What you should do:
Nothing but a number is wanted here: the count of lines in the data holding the word "lane".

── Material provided

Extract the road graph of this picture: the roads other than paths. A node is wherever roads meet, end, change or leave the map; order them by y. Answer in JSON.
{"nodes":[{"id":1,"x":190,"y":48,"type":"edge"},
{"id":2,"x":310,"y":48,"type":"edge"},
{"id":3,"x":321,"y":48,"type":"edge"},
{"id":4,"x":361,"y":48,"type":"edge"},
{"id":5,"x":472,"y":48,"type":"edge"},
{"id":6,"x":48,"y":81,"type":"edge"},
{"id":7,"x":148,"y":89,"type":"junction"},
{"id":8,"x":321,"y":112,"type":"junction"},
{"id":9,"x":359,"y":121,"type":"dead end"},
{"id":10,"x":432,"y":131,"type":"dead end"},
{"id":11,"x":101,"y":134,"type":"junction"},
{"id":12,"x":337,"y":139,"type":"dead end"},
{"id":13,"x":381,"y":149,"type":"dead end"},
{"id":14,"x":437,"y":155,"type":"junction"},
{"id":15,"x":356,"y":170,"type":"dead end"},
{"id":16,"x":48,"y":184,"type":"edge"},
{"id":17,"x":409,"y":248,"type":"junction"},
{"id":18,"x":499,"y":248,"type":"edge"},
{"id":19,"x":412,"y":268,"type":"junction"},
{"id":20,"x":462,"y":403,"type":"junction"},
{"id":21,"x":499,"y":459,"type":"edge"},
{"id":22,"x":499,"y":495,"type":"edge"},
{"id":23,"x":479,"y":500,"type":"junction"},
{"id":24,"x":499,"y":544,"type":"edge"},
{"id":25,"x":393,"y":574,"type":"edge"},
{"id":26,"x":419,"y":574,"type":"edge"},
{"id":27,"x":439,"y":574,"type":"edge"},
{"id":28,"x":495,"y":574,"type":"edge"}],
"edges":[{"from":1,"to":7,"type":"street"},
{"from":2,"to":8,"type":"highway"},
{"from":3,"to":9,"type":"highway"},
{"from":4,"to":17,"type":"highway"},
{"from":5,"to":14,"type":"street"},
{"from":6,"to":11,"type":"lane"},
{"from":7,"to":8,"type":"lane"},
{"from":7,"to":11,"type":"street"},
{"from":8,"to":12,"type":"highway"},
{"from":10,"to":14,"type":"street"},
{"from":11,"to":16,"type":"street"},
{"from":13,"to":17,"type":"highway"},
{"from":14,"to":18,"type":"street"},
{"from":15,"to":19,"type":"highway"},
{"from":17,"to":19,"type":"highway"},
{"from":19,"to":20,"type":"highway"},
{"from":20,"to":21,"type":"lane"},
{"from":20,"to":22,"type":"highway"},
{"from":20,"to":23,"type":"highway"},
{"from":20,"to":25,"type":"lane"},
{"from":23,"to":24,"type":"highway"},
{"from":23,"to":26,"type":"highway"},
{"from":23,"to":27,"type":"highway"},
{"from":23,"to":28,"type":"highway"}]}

────

Response box:
4